Good Luck with your project, Mike Bruns |
Is the sensor just looking for a small gap in signal? I am fitting a 6 speed G50 to my '89. was still puzzling over the EFI stuff and prepared to go with the pulley sensor if needed.
I am fitting an early Turbo flywheel, is it possible to just machine grooves in the flywheel flange at the appropriate spacing? Will the sensors (Motec or who's ever) respond to the gap? Any insight is welcome... Dennis |
triggers
We do a few for the 944 turbo guys that want a 36 minus 1 setup and usually begin with the original tooth and make that one the missing and drill and tap one every 10 deg. screw in an allen set screw or the like and lock tite it in then machine them true on the lathe, that setup works fine when you dont have much room or any trigger teeth to begin with. Each managment system has it preference on tooth count and the type of sync signal to find itself each revolution.
Mike Bruns |
Quote:
I heard from someone that the original electromotive crank sensors were really an off the shelf proximity sensor that was used for some manufacturing process, not an automotive specific sensor. |
Thanks everyone, especially Mike. I now know what I can and must do.

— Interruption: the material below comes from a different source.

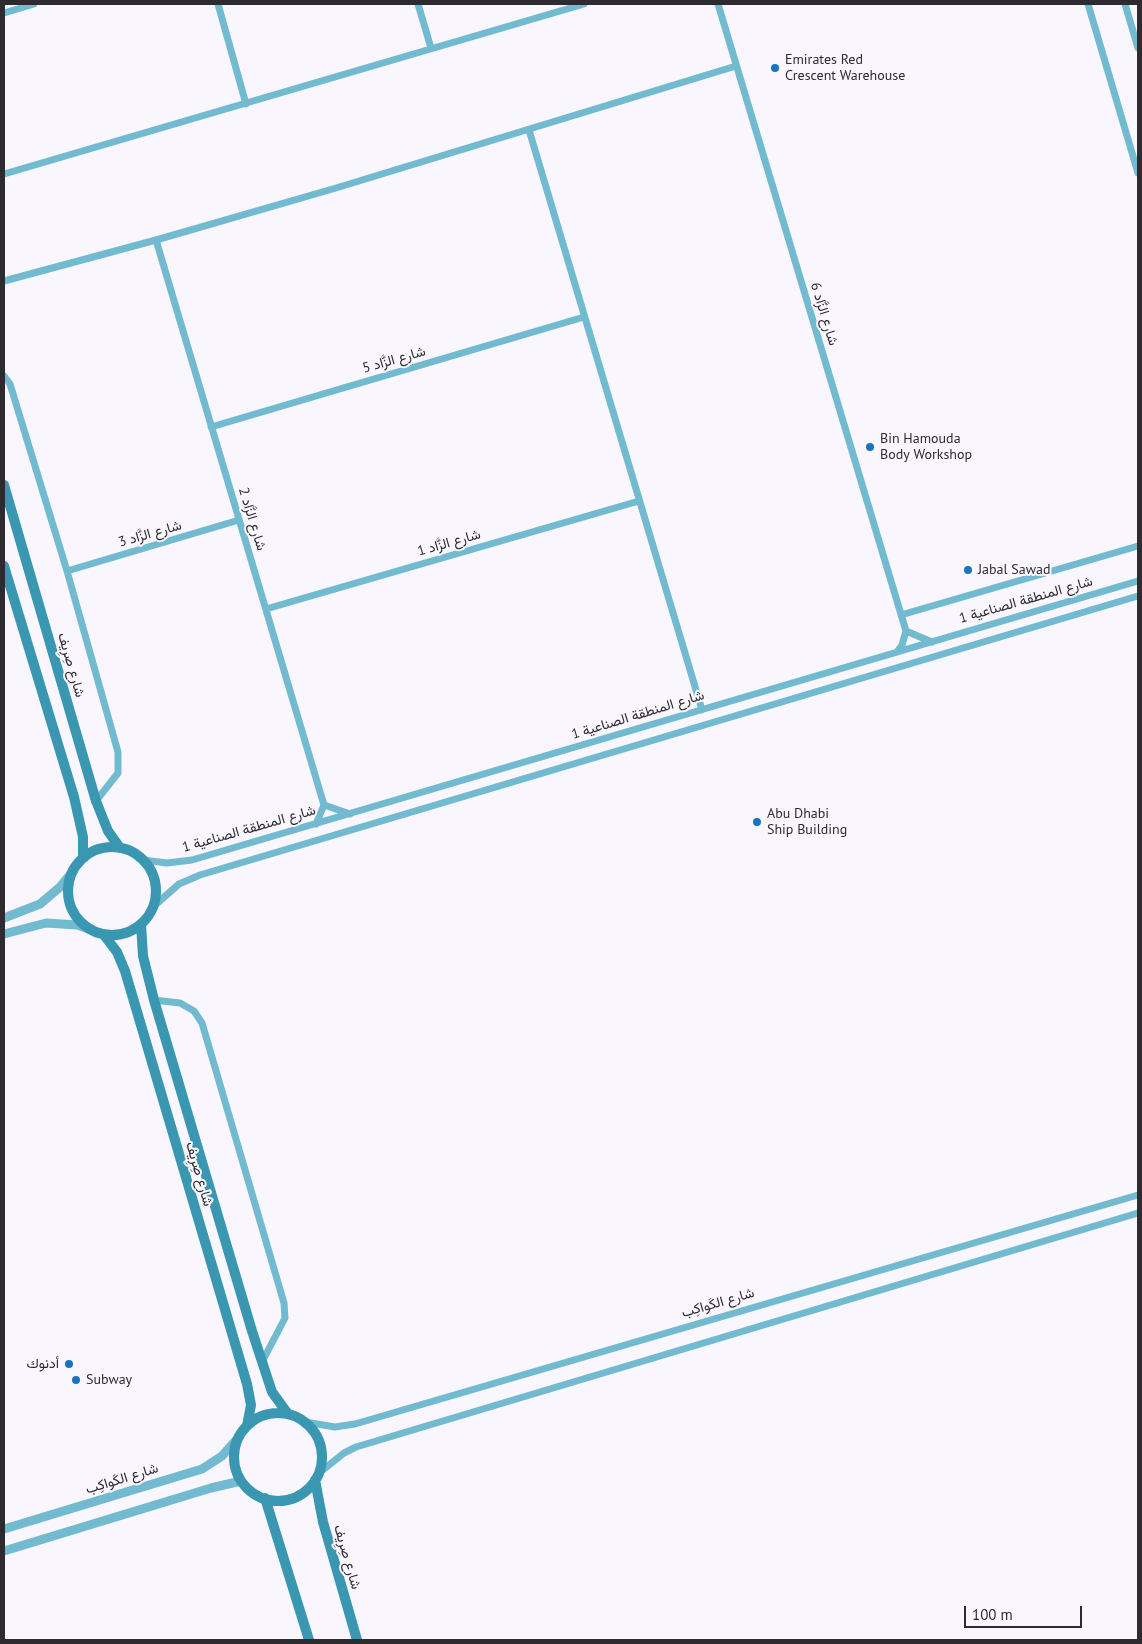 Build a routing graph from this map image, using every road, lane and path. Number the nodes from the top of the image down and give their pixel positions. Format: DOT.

I might post a thread later on how the project (EFI with ITBs from a Suzuki on a 3.2) is going when I'm a bit further in it. |
An update.
Like the cheap bastard I am, money made the decision :) I bought a pulley mounted 36-1 trigger wheel and modified the original sensor bracket. Anyone know why Porsche used a steel sleeve on one of the original 3.2 sensors? http://forums.pelicanparts.com/uploa...1201557493.jpg http://forums.pelicanparts.com/uploa...1201557595.jpg |
Which TB are you using? I am going to try out a set from a GSRX 600 which are 38mm, trying on a 2.4 first, and then a 2.7 if that works out.
http://forums.pelicanparts.com/uploa...1201568953.jpg |
I'm using TBs from 3 Suzuki TS1000 (a v-twin).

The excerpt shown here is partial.